Work to be completed: Could you copy out all the lines in the material below where the word "Nodes" occurs?

Records for processing:
=====

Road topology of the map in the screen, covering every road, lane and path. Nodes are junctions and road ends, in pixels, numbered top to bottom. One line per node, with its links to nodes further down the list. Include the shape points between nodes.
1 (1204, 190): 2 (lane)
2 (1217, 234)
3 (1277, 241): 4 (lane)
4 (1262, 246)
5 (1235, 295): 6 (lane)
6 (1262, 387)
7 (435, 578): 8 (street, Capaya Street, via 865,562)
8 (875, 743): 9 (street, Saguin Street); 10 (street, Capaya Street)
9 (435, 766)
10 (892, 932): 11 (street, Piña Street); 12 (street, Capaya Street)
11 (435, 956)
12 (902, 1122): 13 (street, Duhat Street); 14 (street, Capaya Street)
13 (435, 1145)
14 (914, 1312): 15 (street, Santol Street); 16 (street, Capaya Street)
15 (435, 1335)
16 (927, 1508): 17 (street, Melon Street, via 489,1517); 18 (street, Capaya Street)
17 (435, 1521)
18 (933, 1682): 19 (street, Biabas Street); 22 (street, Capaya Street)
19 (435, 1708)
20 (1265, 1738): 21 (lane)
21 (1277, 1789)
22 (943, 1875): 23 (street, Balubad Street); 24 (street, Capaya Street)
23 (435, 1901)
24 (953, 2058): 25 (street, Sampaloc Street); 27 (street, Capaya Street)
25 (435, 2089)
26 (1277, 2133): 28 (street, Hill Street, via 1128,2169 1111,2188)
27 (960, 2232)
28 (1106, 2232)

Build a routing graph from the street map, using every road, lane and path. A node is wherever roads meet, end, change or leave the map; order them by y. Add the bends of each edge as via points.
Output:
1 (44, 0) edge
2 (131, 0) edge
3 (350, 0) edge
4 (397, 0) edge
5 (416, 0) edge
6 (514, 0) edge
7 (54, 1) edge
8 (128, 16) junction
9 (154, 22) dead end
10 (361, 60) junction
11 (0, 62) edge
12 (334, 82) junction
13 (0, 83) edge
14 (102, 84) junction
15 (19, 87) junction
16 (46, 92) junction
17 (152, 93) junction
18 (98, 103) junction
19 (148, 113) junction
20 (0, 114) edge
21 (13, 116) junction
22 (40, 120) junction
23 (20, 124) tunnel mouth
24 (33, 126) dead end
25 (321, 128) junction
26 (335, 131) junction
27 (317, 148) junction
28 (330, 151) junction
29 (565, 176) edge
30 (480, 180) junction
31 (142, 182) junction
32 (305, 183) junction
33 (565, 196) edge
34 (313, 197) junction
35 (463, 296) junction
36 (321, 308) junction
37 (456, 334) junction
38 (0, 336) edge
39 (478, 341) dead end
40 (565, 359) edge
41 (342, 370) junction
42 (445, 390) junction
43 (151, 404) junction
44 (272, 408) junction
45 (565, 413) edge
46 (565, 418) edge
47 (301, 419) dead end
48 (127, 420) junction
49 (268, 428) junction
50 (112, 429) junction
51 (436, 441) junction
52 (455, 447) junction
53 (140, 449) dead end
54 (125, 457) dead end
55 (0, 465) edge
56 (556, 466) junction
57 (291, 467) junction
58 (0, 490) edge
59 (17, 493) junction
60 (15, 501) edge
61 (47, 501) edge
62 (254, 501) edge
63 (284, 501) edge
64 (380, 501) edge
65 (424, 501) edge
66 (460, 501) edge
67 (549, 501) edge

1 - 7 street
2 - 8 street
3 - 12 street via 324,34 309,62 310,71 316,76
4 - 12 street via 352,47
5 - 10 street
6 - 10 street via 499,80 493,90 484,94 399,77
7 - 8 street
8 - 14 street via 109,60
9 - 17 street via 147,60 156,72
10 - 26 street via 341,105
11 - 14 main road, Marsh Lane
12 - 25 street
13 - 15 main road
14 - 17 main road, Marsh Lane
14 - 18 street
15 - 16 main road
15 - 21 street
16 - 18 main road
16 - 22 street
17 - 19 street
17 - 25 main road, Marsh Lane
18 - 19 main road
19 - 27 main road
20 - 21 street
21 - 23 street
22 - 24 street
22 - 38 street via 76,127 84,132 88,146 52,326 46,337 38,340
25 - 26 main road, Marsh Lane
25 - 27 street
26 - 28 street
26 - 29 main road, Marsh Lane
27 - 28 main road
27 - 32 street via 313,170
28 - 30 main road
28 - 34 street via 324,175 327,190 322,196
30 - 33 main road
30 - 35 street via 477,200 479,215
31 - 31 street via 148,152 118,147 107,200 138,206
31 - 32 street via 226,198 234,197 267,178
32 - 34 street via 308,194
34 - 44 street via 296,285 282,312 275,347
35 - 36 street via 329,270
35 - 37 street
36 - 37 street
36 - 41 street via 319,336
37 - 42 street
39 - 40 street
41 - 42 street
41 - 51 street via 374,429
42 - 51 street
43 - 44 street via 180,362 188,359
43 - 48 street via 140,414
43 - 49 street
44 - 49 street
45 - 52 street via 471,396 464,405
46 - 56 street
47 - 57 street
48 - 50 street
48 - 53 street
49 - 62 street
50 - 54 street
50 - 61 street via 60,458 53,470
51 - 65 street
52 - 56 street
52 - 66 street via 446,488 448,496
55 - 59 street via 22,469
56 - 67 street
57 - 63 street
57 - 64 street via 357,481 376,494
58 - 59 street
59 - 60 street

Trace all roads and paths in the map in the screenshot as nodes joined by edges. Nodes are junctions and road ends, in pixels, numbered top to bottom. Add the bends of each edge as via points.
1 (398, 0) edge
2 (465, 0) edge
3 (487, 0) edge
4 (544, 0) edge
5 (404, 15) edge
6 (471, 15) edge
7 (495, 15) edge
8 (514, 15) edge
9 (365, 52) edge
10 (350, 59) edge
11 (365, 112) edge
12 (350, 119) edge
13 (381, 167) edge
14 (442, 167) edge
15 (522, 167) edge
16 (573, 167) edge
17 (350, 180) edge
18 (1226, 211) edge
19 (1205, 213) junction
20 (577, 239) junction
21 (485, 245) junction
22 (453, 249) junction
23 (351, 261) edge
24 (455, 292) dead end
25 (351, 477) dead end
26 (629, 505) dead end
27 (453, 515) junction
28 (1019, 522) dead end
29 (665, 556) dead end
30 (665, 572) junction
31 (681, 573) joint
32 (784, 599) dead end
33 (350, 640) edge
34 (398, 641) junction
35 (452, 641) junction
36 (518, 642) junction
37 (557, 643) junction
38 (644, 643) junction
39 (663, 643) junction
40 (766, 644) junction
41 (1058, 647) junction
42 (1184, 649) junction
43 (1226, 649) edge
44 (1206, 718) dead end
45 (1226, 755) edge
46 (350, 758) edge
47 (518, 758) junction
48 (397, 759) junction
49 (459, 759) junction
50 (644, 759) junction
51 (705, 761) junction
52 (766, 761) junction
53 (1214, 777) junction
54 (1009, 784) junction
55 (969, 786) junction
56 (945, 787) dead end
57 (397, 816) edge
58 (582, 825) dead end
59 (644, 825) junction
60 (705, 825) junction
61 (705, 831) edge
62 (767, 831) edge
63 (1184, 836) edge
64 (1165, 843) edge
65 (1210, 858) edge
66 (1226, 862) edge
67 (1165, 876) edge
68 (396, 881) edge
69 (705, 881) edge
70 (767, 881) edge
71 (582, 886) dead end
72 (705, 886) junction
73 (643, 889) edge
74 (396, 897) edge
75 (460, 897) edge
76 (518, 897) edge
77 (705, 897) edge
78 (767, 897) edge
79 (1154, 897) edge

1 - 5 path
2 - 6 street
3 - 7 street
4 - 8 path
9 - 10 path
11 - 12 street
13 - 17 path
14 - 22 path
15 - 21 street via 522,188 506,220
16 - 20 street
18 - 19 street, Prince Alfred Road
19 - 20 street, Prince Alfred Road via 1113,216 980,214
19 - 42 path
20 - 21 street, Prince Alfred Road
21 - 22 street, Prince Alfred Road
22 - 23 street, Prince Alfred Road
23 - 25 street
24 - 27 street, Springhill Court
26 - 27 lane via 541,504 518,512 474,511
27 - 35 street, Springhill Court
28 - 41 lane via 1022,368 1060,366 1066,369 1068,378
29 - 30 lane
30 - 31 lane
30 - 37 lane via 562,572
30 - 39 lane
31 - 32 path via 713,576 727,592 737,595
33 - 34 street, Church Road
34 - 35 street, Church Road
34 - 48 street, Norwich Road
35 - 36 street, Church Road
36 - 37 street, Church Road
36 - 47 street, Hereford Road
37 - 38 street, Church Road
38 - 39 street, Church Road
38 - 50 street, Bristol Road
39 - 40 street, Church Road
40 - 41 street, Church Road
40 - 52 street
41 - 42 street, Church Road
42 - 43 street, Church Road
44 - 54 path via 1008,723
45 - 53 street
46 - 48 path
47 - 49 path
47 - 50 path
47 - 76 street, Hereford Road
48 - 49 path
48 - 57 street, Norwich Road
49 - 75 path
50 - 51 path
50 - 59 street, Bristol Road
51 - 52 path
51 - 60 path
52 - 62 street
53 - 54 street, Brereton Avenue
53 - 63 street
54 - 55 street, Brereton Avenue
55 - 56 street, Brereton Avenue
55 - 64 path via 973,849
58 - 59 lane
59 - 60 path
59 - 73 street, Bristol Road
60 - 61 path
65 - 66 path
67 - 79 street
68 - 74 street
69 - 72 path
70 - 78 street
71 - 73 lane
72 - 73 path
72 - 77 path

=====

Exercise output:
Road topology of the map in the screen, covering every road, lane and path. Nodes are junctions and road ends, in pixels, numbered top to bottom. One line per node, with its links to nodes further down the list. Include the shape points between nodes.
Trace all roads and paths in the map in the screenshot as nodes joined by edges. Nodes are junctions and road ends, in pixels, numbered top to bottom. Add the bends of each edge as via points.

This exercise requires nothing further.